**What to do:** From the records, pick out and copy each line containing "between".

**Task input:**
————————
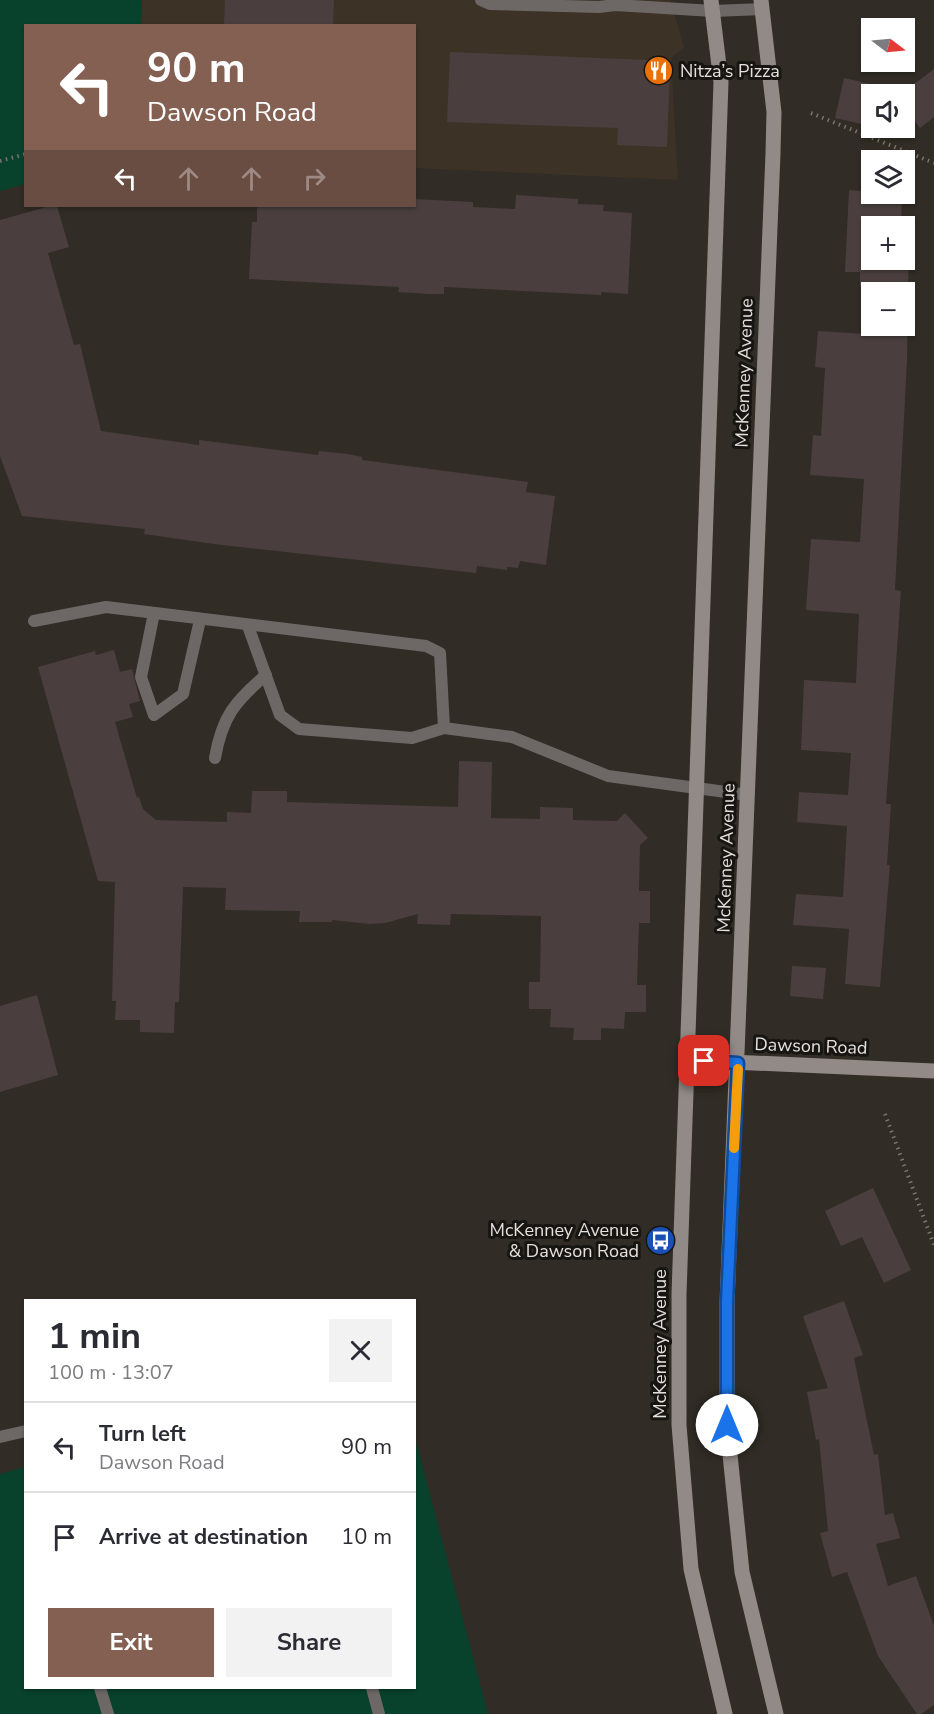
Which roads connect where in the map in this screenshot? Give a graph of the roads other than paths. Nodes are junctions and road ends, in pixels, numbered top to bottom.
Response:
————————
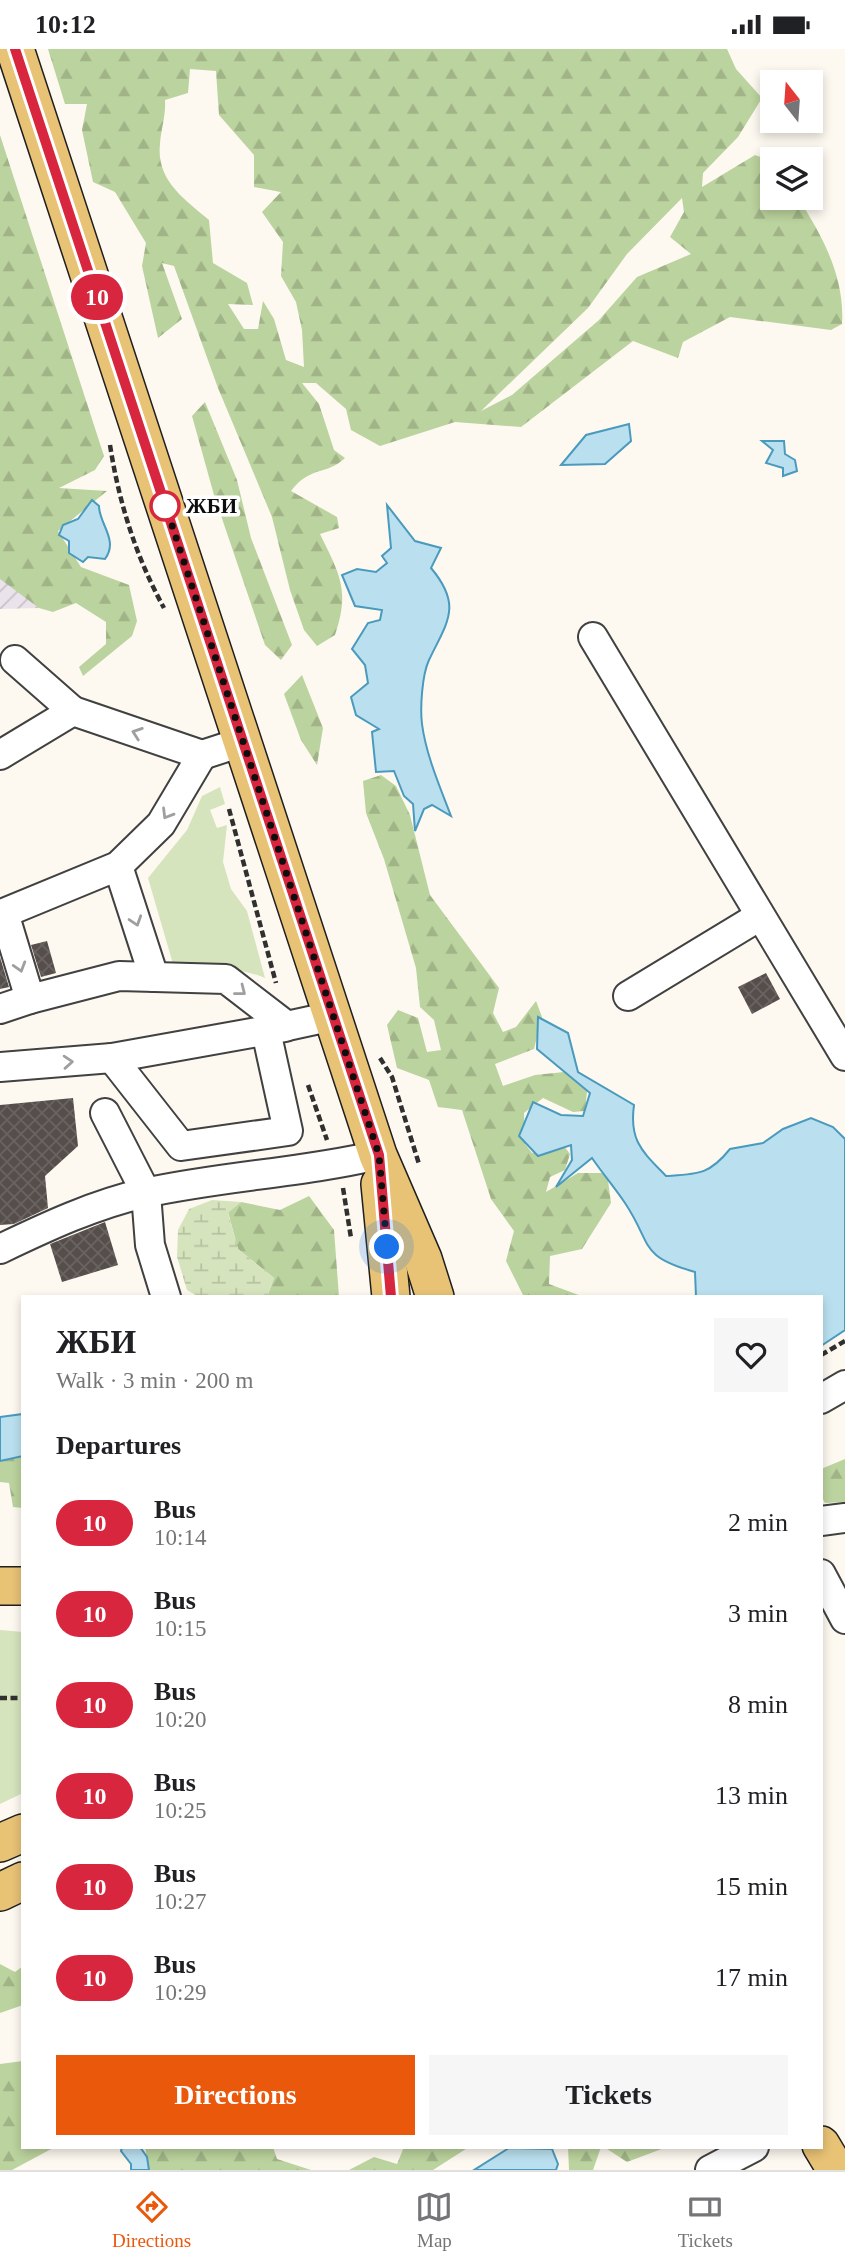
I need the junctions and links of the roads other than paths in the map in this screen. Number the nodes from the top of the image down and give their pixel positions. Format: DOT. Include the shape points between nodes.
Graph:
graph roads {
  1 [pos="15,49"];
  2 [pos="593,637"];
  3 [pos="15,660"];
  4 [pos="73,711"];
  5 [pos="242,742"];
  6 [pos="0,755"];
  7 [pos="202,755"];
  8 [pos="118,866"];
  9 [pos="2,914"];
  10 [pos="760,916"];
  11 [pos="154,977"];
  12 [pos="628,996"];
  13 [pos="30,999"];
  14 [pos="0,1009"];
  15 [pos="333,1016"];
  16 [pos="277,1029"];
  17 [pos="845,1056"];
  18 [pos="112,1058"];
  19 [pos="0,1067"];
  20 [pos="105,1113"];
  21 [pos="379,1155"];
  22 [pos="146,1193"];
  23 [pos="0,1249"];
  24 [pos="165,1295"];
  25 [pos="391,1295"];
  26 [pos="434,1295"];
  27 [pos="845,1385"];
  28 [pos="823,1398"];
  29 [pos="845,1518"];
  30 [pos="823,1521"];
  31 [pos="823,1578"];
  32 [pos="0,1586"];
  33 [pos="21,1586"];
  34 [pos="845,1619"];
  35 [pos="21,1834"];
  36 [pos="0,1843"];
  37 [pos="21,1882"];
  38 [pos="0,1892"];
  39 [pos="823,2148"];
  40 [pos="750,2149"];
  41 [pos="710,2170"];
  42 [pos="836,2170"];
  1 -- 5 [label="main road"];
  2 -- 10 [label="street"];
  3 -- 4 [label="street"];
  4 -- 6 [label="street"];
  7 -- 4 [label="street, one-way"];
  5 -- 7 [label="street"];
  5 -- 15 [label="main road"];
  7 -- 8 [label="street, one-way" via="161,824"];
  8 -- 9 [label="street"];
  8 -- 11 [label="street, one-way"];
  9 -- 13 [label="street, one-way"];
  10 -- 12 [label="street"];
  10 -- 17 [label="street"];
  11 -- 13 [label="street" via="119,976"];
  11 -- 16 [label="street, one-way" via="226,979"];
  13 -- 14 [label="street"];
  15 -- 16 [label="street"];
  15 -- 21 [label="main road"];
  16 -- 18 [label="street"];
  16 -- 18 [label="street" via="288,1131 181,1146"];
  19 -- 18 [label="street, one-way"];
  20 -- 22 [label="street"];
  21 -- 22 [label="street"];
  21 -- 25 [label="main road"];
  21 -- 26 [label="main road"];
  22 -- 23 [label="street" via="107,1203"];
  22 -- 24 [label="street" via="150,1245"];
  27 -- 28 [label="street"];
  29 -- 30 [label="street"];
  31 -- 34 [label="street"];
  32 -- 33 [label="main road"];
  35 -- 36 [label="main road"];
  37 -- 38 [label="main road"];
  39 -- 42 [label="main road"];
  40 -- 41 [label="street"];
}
————————
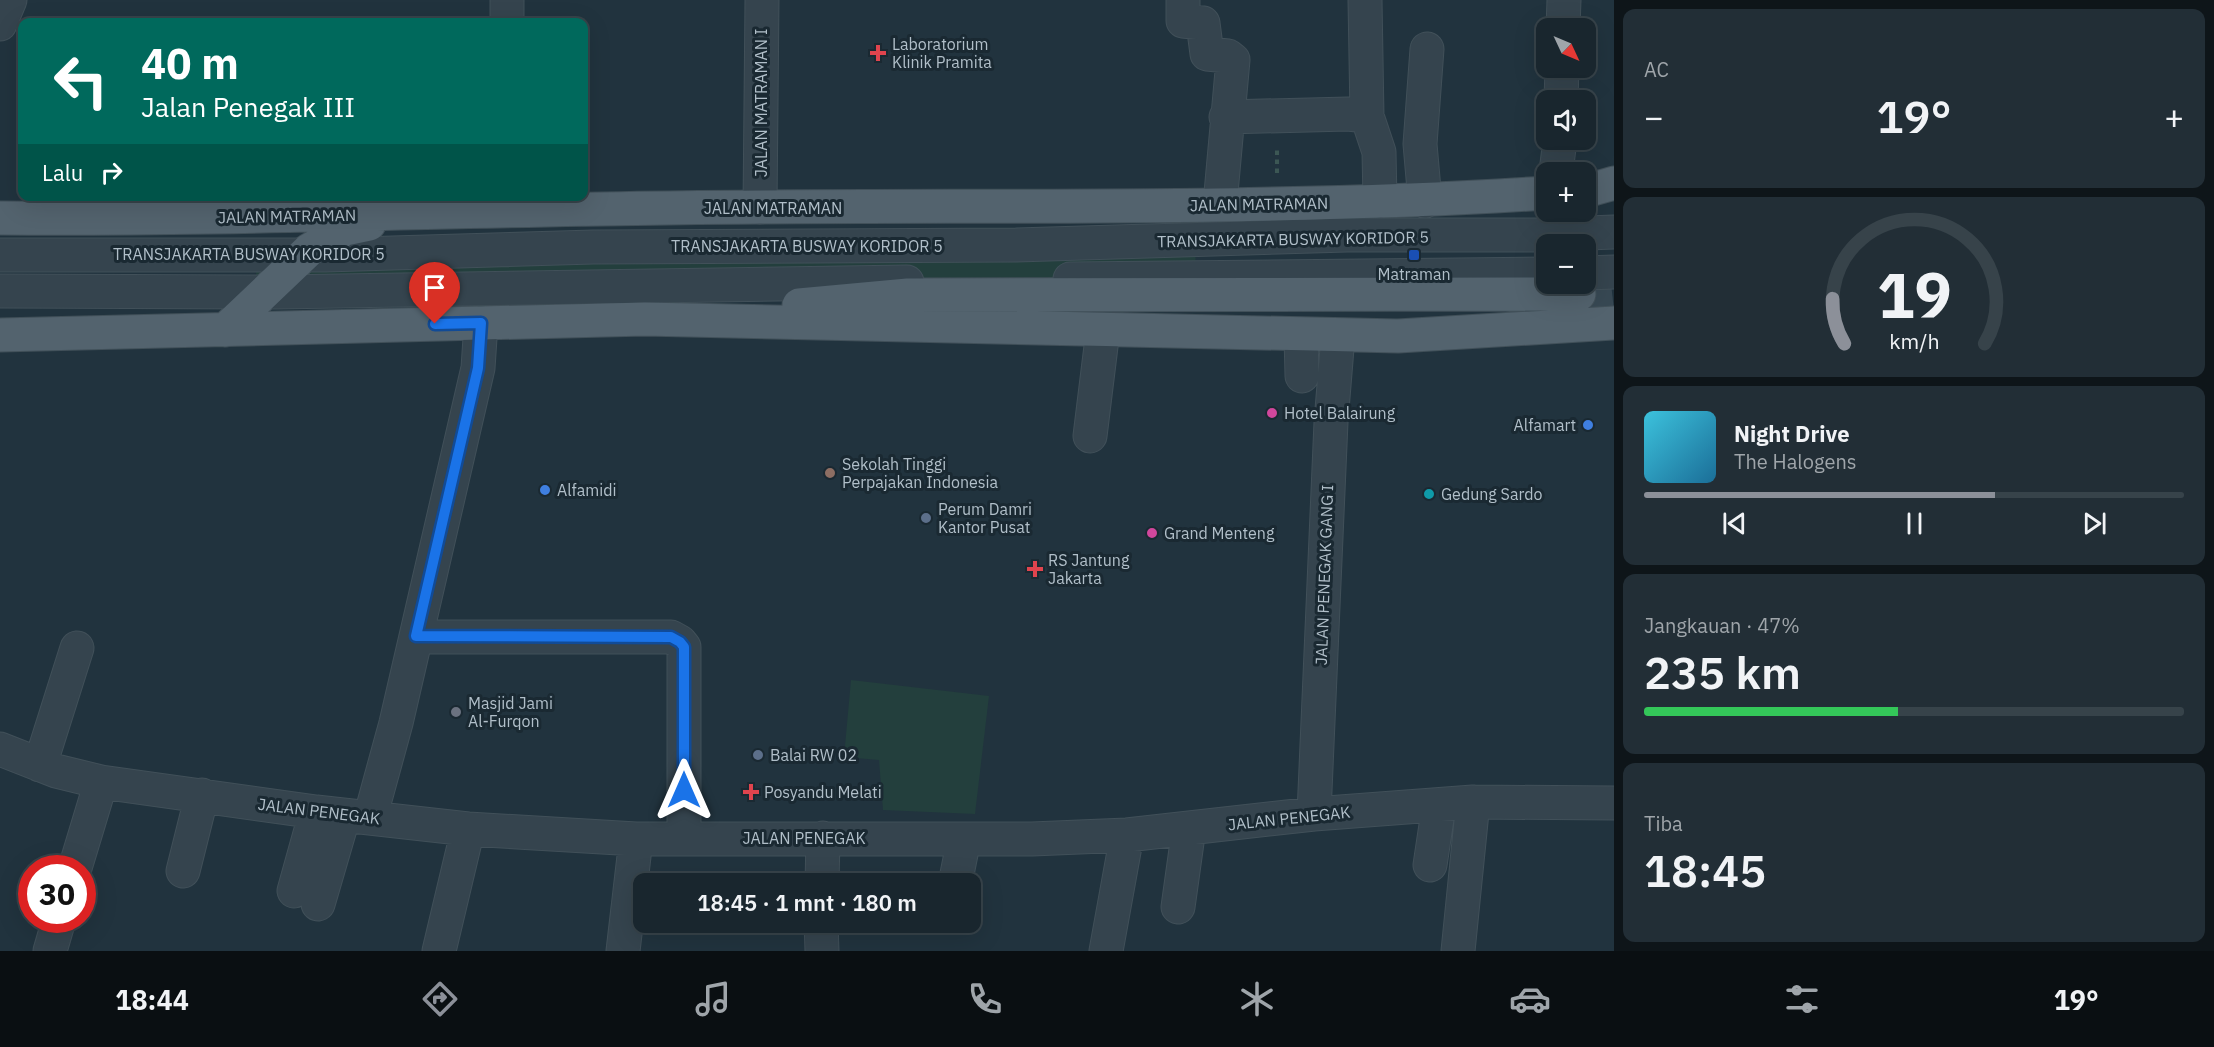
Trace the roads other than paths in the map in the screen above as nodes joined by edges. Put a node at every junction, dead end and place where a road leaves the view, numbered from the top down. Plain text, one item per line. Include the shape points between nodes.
————————
**Task response:**
I need the junctions and links of the roads other than paths in the map in this screen. Number the nodes from the top of the image down and give their pixel positions. Format: DOT. Include the shape points between nodes.
Trace the roads other than paths in the map in the screen above as nodes joined by edges. Put a node at every junction, dead end and place where a road leaves the view, numbered from the top down. Plain text, one item per line. Include the shape points between nodes.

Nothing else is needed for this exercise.